Activity
The entries that follow should be reproduced exactly, with no images carried over.

*** Raw data Section Begins ***

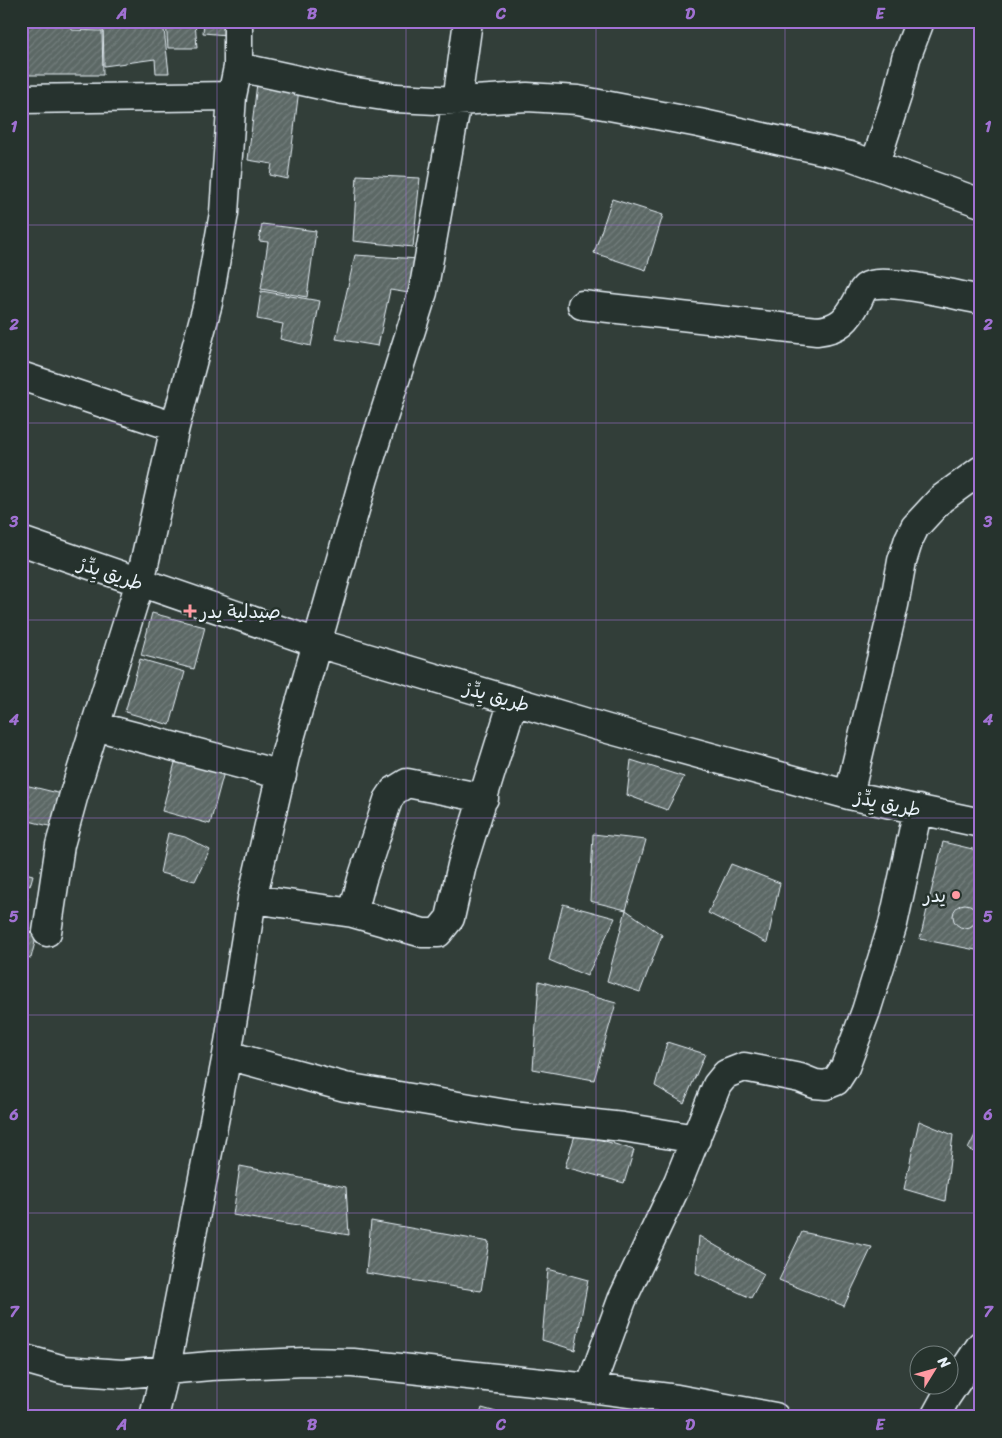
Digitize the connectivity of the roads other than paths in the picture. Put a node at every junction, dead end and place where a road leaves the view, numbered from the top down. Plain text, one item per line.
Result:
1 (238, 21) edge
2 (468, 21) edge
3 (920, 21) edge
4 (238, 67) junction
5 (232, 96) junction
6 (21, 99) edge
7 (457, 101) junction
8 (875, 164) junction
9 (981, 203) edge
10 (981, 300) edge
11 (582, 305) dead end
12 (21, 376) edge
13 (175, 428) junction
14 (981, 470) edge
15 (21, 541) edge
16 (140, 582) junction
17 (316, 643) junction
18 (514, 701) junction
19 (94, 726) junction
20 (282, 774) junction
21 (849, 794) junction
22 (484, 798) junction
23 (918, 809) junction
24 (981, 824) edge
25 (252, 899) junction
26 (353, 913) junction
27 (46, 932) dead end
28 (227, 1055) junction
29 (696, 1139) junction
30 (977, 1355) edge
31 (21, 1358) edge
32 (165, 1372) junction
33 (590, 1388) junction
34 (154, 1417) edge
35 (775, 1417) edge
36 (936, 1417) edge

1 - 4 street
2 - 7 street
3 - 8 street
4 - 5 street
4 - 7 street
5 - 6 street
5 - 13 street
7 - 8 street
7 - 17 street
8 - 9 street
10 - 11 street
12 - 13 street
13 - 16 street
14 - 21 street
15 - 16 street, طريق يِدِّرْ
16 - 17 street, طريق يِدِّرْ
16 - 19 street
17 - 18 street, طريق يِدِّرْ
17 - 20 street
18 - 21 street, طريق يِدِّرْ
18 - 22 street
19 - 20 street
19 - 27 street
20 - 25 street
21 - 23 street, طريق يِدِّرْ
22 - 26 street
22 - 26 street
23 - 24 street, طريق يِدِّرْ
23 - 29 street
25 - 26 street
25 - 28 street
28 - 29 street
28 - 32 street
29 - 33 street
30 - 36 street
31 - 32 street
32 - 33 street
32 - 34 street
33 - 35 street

*** Raw data Section Ends ***

Written solution
Digitize the connectivity of the roads other than paths in the picture. Put a node at every junction, dead end and place where a road leaves the view, numbered from the top down. Plain text, one item per line.
Result:
1 (238, 21) edge
2 (468, 21) edge
3 (920, 21) edge
4 (238, 67) junction
5 (232, 96) junction
6 (21, 99) edge
7 (457, 101) junction
8 (875, 164) junction
9 (981, 203) edge
10 (981, 300) edge
11 (582, 305) dead end
12 (21, 376) edge
13 (175, 428) junction
14 (981, 470) edge
15 (21, 541) edge
16 (140, 582) junction
17 (316, 643) junction
18 (514, 701) junction
19 (94, 726) junction
20 (282, 774) junction
21 (849, 794) junction
22 (484, 798) junction
23 (918, 809) junction
24 (981, 824) edge
25 (252, 899) junction
26 (353, 913) junction
27 (46, 932) dead end
28 (227, 1055) junction
29 (696, 1139) junction
30 (977, 1355) edge
31 (21, 1358) edge
32 (165, 1372) junction
33 (590, 1388) junction
34 (154, 1417) edge
35 (775, 1417) edge
36 (936, 1417) edge

1 - 4 street
2 - 7 street
3 - 8 street
4 - 5 street
4 - 7 street
5 - 6 street
5 - 13 street
7 - 8 street
7 - 17 street
8 - 9 street
10 - 11 street
12 - 13 street
13 - 16 street
14 - 21 street
15 - 16 street, طريق يِدِّرْ
16 - 17 street, طريق يِدِّرْ
16 - 19 street
17 - 18 street, طريق يِدِّرْ
17 - 20 street
18 - 21 street, طريق يِدِّرْ
18 - 22 street
19 - 20 street
19 - 27 street
20 - 25 street
21 - 23 street, طريق يِدِّرْ
22 - 26 street
22 - 26 street
23 - 24 street, طريق يِدِّرْ
23 - 29 street
25 - 26 street
25 - 28 street
28 - 29 street
28 - 32 street
29 - 33 street
30 - 36 street
31 - 32 street
32 - 33 street
32 - 34 street
33 - 35 street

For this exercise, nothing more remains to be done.